次日一早,刘富贵底下的小匪将粮食全都装在马匹上。
望着那些忙碌的身影,陆德华小声地喊着顾安阮:“刚刚你与淮年到底密谋了什么?”
顾安阮冲着陆德华笑笑:“秘密。”
陆德华懊恼,若是让他去问陆淮年,那个男人肯定不会告诉自己。
他揉了揉鼻子,专心骑着马前行。
刚到京城,顾安阮下马,对陆淮年说:“我肚子有些不舒服,你们先走吧,待会儿崖尔路与你们汇合。”
望着顾安阮的背影,陆淮年拱手对刘富贵说:“刘爷。我家媳妇身体抱恙,让您见笑。”
小虎虽然隐隐不安,但又找不出陆淮年的异常,因为刘爷交代,这先前跟着刘七爷的陆淮年,将来有可能带着他们恢复霹雳寨。刘富贵咧着嘴笑道:“兄弟那是说得哪里的话。女人么?可不就的习惯她们的麻烦!”
从顾安阮讲起崖尔路,陆德华才恍然大悟,那不就是京城派出所的地牌。
原来——
与陆德华想得一样。
顾安阮并没有肚子痛,而是借了辆大杠梁,提前去了京城派出所。
许久不见晴日的京城,清早难得有阳光。
陆淮年带着刘富贵一行人拖延了足够的时间,够顾安阮把事情做好。
刘富贵他们兜了许多圈,总算来到了京城派出所。
见这一处院子气派十足,刘富贵还以为是陆淮年住的地方,直夸他住的地方气派,结果却被一众便衣同志全部扣住。

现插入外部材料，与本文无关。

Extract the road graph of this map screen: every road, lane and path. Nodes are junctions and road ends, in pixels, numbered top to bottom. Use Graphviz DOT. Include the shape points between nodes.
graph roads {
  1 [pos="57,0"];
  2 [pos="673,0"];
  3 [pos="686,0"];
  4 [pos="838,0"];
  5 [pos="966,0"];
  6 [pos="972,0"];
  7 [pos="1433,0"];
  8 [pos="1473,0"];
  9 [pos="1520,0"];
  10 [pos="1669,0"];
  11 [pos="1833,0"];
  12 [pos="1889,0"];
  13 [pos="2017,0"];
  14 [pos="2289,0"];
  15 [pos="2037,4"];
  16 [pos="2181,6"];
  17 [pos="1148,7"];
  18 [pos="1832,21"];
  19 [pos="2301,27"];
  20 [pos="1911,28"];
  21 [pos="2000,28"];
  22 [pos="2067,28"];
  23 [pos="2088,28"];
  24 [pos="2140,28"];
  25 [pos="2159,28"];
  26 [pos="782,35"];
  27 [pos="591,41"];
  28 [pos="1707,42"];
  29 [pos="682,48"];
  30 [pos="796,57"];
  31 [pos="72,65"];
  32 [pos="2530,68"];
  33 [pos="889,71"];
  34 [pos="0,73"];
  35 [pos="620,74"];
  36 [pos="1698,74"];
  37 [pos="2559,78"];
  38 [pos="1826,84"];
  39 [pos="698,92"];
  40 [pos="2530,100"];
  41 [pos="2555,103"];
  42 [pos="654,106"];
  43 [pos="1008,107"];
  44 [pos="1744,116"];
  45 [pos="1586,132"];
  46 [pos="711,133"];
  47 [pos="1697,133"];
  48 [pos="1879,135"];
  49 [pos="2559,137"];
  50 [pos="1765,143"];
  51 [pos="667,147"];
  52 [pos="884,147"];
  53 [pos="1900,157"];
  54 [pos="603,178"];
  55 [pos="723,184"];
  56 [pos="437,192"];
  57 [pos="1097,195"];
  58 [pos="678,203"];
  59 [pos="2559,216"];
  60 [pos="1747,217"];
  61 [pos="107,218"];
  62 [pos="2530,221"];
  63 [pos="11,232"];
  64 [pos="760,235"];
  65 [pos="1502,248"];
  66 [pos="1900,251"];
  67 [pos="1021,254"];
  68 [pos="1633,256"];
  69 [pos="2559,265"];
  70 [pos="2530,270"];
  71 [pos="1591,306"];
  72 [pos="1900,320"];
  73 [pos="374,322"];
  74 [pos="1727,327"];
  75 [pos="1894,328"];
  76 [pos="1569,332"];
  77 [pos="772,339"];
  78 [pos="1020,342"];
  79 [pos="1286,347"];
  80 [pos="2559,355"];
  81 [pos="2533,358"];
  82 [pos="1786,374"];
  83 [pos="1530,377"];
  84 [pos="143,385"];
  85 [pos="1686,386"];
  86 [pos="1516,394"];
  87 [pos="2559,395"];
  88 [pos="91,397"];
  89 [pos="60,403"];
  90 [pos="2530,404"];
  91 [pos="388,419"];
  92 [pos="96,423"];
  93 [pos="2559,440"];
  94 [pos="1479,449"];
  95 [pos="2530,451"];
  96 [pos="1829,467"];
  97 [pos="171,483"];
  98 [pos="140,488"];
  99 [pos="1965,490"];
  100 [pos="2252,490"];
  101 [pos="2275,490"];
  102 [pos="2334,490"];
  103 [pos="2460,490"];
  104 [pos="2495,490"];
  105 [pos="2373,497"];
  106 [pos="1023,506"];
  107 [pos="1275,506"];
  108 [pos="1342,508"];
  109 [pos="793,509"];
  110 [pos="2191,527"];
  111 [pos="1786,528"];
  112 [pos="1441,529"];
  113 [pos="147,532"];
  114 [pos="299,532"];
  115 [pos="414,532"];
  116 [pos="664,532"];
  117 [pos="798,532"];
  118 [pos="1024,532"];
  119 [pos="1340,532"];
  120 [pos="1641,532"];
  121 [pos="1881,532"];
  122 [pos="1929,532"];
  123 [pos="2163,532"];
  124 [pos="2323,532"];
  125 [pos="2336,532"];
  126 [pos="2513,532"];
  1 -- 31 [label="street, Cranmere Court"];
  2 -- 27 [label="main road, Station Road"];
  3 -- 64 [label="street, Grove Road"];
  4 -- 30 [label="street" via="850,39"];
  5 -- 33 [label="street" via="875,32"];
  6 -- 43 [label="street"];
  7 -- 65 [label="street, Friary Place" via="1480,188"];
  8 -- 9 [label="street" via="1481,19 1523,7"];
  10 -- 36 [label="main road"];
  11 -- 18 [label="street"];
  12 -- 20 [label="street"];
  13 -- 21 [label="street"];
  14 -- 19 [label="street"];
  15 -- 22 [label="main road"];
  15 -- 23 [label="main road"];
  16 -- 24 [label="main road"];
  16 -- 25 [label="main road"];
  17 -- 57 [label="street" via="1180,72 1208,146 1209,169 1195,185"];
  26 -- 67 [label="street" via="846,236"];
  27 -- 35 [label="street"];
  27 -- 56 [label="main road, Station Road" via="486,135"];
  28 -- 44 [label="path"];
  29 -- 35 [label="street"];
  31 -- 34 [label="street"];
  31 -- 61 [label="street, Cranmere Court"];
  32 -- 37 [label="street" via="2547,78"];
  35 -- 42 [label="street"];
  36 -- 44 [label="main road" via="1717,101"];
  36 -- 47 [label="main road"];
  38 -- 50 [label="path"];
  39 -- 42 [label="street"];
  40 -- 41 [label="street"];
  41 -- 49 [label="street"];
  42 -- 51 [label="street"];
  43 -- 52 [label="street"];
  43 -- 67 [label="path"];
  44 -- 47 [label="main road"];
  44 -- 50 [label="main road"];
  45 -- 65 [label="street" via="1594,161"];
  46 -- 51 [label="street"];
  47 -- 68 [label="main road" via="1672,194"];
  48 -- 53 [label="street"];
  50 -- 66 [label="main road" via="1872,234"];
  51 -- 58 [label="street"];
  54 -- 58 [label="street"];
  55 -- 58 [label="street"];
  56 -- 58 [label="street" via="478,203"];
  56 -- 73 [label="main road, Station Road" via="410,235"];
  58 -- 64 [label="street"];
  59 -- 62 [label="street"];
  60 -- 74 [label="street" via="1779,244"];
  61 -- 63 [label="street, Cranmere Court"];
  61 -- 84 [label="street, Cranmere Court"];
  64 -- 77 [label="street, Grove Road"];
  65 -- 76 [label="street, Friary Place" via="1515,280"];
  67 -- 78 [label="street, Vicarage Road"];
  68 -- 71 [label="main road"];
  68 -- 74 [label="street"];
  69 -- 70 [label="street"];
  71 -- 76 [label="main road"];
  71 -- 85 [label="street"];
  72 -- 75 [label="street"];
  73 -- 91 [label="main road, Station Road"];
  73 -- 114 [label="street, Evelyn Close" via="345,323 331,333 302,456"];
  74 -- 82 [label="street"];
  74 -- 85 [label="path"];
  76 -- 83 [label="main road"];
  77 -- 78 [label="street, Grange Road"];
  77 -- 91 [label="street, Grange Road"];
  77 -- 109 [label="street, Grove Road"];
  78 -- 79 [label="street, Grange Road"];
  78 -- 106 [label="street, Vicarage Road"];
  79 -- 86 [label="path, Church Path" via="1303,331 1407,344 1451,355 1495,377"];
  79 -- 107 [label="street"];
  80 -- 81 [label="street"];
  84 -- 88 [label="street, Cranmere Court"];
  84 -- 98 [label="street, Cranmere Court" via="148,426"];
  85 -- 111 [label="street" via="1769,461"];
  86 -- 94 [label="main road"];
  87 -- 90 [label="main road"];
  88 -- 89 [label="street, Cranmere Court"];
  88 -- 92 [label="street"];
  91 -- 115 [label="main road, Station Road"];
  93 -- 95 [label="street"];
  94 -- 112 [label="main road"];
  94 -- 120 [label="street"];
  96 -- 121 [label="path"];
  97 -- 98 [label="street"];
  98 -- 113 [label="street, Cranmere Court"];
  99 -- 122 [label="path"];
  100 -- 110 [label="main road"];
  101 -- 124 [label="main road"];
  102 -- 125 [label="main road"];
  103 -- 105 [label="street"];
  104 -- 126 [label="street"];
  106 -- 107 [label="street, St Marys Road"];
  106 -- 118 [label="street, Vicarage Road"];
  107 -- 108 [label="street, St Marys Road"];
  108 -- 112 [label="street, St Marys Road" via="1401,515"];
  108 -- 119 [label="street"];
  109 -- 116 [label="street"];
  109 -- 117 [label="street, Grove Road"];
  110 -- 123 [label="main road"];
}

S城的天刚刚还出现了点阳光,这会儿,又蒙上了层层大雾。
虽然开着车灯,路况依然不是很清晰。
幸福村村口狭小,他们的车开不进去。
陆淮年拉着顾安阮下车,温和道:“安安。慢一些。”
顾安阮的小脸红红的。
陆德华毕竟看得多了,见惯不怪,也没什么感觉。
灰白色的大雾,可见的景色只有两三米,再远一些,便看不到了。
幸福村的村民,在这个年代很少有关大门的习惯。
顾安阮以前听阮文静说起过,因为邻里之间都是认识的关系,大家相互信任,而且幸福村也没有出现过偷抢的风气,即便是穷得揭不开锅的时候,谁家有多余的粮食,还能够给上两口帮衬着。
顾安阮想起自己刚来的那会儿,四处都是一片哀嚎,尸体也没处归置。
这一次再回来,经历过沙暴的幸福村,倒像是座无人居住的荒城。
街道旁也不像以前那样打开门,陆淮年意识到气氛不对,这街道不像是八十年代的那种水泥路,有风吹过脚下的黄土,反而呛得人睁不开眼睛。
三个人就这样谨慎地在路上走着,数分钟后,从雾里的那头走来一个拉车的中年男人。
他嘴里吆喝着:“卖笆斗喽。便宜实惠,不吃亏哦。”
陆淮年揉了揉眼,他上前去对着那中年男人说:“老乡。这早集怎么没个人呢?”
中年男人并没有理会陆淮年的话,他嘴里嘟囔了句方言,然后腿上发力,逃也似地冲回茫茫大雾中。